Margaret Honda, Film (Künstlerhaus Bremen) | 2016 | © Künstlerhaus Bremen
Margaret Honda: An Answer to ‘Sculptures’, Film (Künstlerhaus Bremen) | 2016 | © Künstlerhaus Bremen

Margaret Honda(1961-) is an experimental filmmaker and artist from Los Angeles, CA.  An Answer to ‘Sculptures’ had an immediate pull on me.  The 56 panes of glass at Künstlerhaus Bremen gallery became the exhibit itself. Honda used the E-Colour+ filters from Rosco, gel sheets that change the color of light for  film and video production.  The 323 colors are divided into 16 “reels” of 56 and rotated through 16 days. Not even the artist sees the entire work, because every day is different, and every time of day depending on the light through the windows.

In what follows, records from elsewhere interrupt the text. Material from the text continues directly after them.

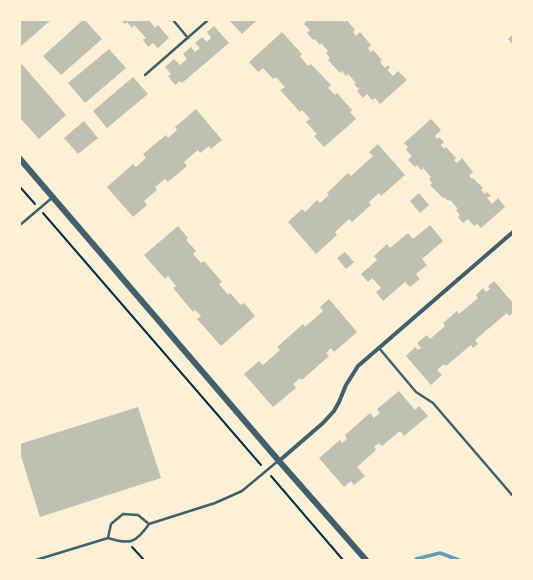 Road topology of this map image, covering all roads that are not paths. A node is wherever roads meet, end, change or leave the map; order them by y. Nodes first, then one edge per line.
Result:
1 (173, 20) edge
2 (208, 20) edge
3 (188, 38) junction
4 (145, 75) dead end
5 (20, 159) edge
6 (53, 197) junction
7 (20, 225) edge
8 (513, 232) edge
9 (379, 348) junction
10 (279, 461) junction
11 (512, 495) dead end
12 (149, 524) junction
13 (108, 538) junction
14 (36, 560) edge
15 (366, 560) edge

1 - 3 lane
2 - 3 lane
3 - 4 lane
5 - 6 street
6 - 7 lane
6 - 10 street
8 - 9 street
9 - 10 street
9 - 11 lane
10 - 12 lane
10 - 15 street
12 - 13 lane
12 - 13 lane
13 - 14 lane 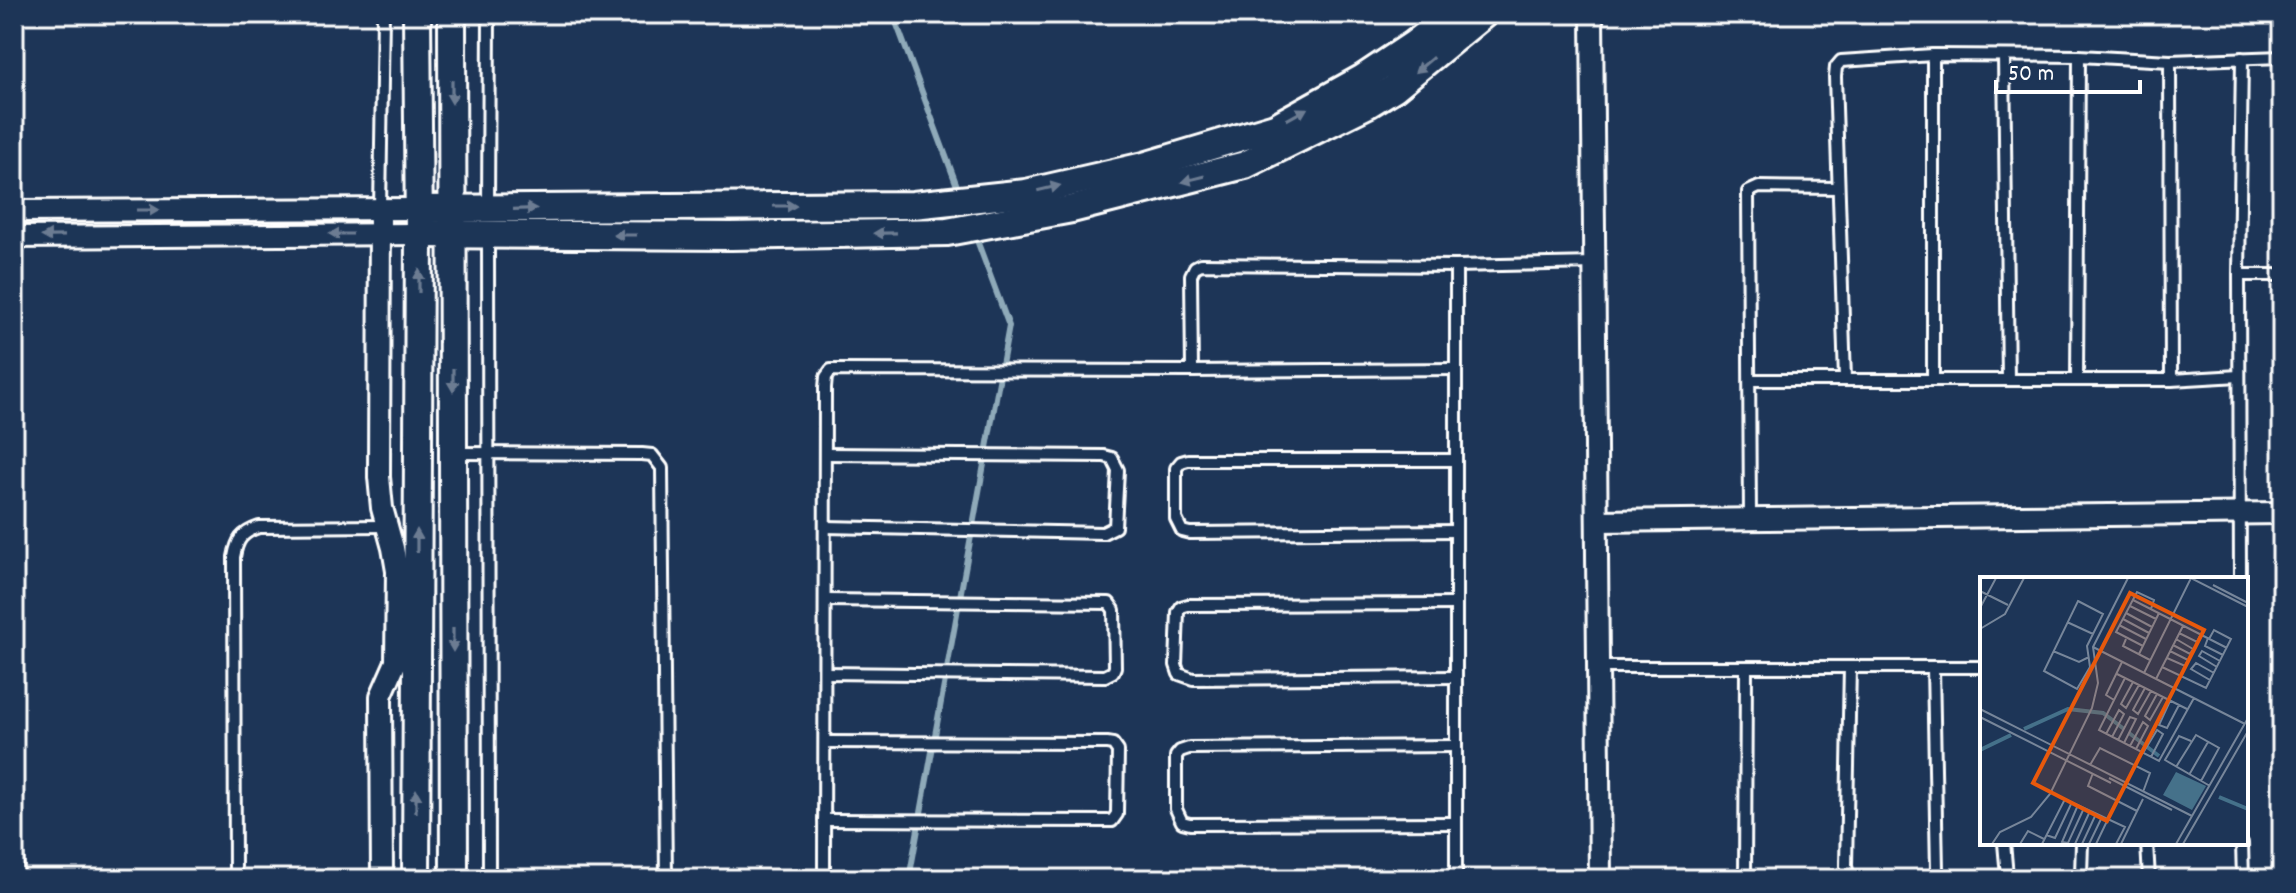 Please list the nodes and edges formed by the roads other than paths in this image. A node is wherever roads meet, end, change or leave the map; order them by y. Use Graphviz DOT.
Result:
graph roads {
  1 [pos="383,14"];
  2 [pos="417,14"];
  3 [pos="452,14"];
  4 [pos="489,14"];
  5 [pos="1453,14"];
  6 [pos="1484,14"];
  7 [pos="1592,14"];
  8 [pos="1933,55"];
  9 [pos="2004,56"];
  10 [pos="2079,56"];
  11 [pos="2282,57"];
  12 [pos="2242,58"];
  13 [pos="2170,61"];
  14 [pos="1838,188"];
  15 [pos="380,209"];
  16 [pos="85,210"];
  17 [pos="14,211"];
  18 [pos="453,221"];
  19 [pos="419,222"];
  20 [pos="488,222"];
  21 [pos="380,234"];
  22 [pos="87,236"];
  23 [pos="14,237"];
  24 [pos="1595,263"];
  25 [pos="1456,266"];
  26 [pos="2239,275"];
  27 [pos="2282,275"];
  28 [pos="1456,369"];
  29 [pos="1192,371"];
  30 [pos="2239,376"];
  31 [pos="1845,379"];
  32 [pos="1933,379"];
  33 [pos="2077,379"];
  34 [pos="1750,380"];
  35 [pos="2008,380"];
  36 [pos="2171,380"];
  37 [pos="453,453"];
  38 [pos="488,454"];
  39 [pos="825,454"];
  40 [pos="1456,460"];
  41 [pos="2282,513"];
  42 [pos="2240,514"];
  43 [pos="1750,517"];
  44 [pos="1597,521"];
  45 [pos="387,526"];
  46 [pos="825,527"];
  47 [pos="1456,531"];
  48 [pos="2240,577"];
  49 [pos="825,600"];
  50 [pos="1456,604"];
  51 [pos="1598,667"];
  52 [pos="1850,667"];
  53 [pos="1980,667"];
  54 [pos="1746,668"];
  55 [pos="1933,668"];
  56 [pos="825,673"];
  57 [pos="1456,677"];
  58 [pos="825,742"];
  59 [pos="1456,746"];
  60 [pos="14,765"];
  61 [pos="824,820"];
  62 [pos="1456,823"];
  63 [pos="15,826"];
  64 [pos="2004,845"];
  65 [pos="2082,845"];
  66 [pos="2147,845"];
  67 [pos="2242,845"];
  68 [pos="18,879"];
  69 [pos="235,879"];
  70 [pos="382,879"];
  71 [pos="416,879"];
  72 [pos="454,879"];
  73 [pos="489,879"];
  74 [pos="666,879"];
  75 [pos="824,879"];
  76 [pos="1456,879"];
  77 [pos="1600,879"];
  78 [pos="1745,879"];
  79 [pos="1849,879"];
  80 [pos="1935,879"];
  81 [pos="2013,879"];
  82 [pos="2071,879"];
  83 [pos="2149,879"];
  84 [pos="2243,879"];
  1 -- 15 [label="lane"];
  2 -- 19 [label="street"];
  3 -- 18 [label="street, one-way"];
  4 -- 20 [label="lane"];
  20 -- 5 [label="street, one-way"];
  6 -- 20 [label="street, one-way"];
  7 -- 24 [label="street"];
  8 -- 9 [label="lane"];
  8 -- 14 [label="lane"];
  8 -- 32 [label="lane"];
  9 -- 10 [label="lane"];
  9 -- 35 [label="lane"];
  10 -- 13 [label="lane"];
  10 -- 33 [label="lane"];
  11 -- 12 [label="lane"];
  12 -- 13 [label="lane"];
  12 -- 26 [label="lane"];
  13 -- 36 [label="lane"];
  14 -- 31 [label="lane"];
  14 -- 34 [label="lane"];
  16 -- 15 [label="street, one-way"];
  15 -- 19 [label="street"];
  15 -- 21 [label="street"];
  16 -- 17 [label="street"];
  16 -- 22 [label="street"];
  18 -- 19 [label="street"];
  18 -- 20 [label="street"];
  18 -- 37 [label="street, one-way"];
  19 -- 21 [label="street"];
  71 -- 19 [label="street, one-way"];
  20 -- 38 [label="lane"];
  21 -- 22 [label="street, one-way"];
  21 -- 45 [label="street"];
  22 -- 23 [label="street, one-way"];
  24 -- 25 [label="lane"];
  24 -- 44 [label="street"];
  25 -- 28 [label="lane"];
  25 -- 29 [label="lane"];
  26 -- 27 [label="lane"];
  26 -- 30 [label="lane"];
  28 -- 29 [label="lane"];
  28 -- 40 [label="lane"];
  29 -- 39 [label="lane"];
  30 -- 36 [label="lane"];
  30 -- 42 [label="lane"];
  31 -- 32 [label="lane"];
  31 -- 34 [label="lane"];
  32 -- 35 [label="lane"];
  33 -- 35 [label="lane"];
  33 -- 36 [label="lane"];
  34 -- 43 [label="lane"];
  37 -- 38 [label="lane"];
  37 -- 72 [label="street, one-way"];
  38 -- 73 [label="lane"];
  38 -- 74 [label="lane"];
  39 -- 46 [label="lane"];
  39 -- 46 [label="lane"];
  40 -- 47 [label="lane"];
  40 -- 47 [label="lane"];
  41 -- 42 [label="street"];
  42 -- 43 [label="street"];
  42 -- 48 [label="lane"];
  43 -- 44 [label="street"];
  44 -- 51 [label="street"];
  45 -- 69 [label="lane"];
  45 -- 70 [label="street"];
  46 -- 49 [label="lane"];
  47 -- 50 [label="lane"];
  49 -- 56 [label="lane"];
  49 -- 56 [label="lane"];
  50 -- 57 [label="lane"];
  50 -- 57 [label="lane"];
  51 -- 54 [label="lane"];
  51 -- 77 [label="street"];
  52 -- 54 [label="lane"];
  52 -- 55 [label="lane"];
  52 -- 79 [label="lane"];
  53 -- 55 [label="lane"];
  54 -- 78 [label="lane"];
  55 -- 80 [label="lane"];
  56 -- 58 [label="lane"];
  57 -- 59 [label="lane"];
  58 -- 61 [label="lane"];
  58 -- 61 [label="lane"];
  59 -- 62 [label="lane"];
  59 -- 62 [label="lane"];
  60 -- 63 [label="lane"];
  61 -- 75 [label="lane"];
  62 -- 76 [label="lane"];
  63 -- 68 [label="lane"];
  64 -- 81 [label="lane"];
  65 -- 82 [label="lane"];
  66 -- 83 [label="lane"];
  67 -- 84 [label="lane"];
}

It’s like Pantone color chips but for light.  As a mosaic artist,  part of what compels my love of the art form is watching how a piece changes depending on how the light illuminates. My work is usually on a opaque background, but transparency is still a factor, because I put the glass on a white surface in order to let in whatever light there is.  Stratoz creates stained glass, and some glass that seems ordinary in a mosaic becomes transformed by light being able to shine all the way through.

Interview with Margaret Honda about her films Color Correction(2015) and Spectrum Revers Spectrum(2014) based on the timing tapes used for color correction in filmmaking. These punched paper tapes control the color valves on the printer.  She describes the process of watching the film Color Correction for the first time:

I had actually written about the film before I ever saw it. And then once I saw it, my writing about it changed. I couldn’t have foreseen what happens when you’re watching these colors, and I couldn’t have imagined what happens in terms of time. Because with this film, one color is on the screen, and then it changes, and you don’t know how long the next color will be on screen before it changes again. And then there’s this odd retrospective aspect to the viewing, because when the color changes––and you know the color has changed because there was a different color before it––you’re then trying to remember what that color was before it. So you’re going back and forth between what you just saw and what you’re now seeing.

Margaret Honda
Margaret Honda. Photograph courtesy of the artist.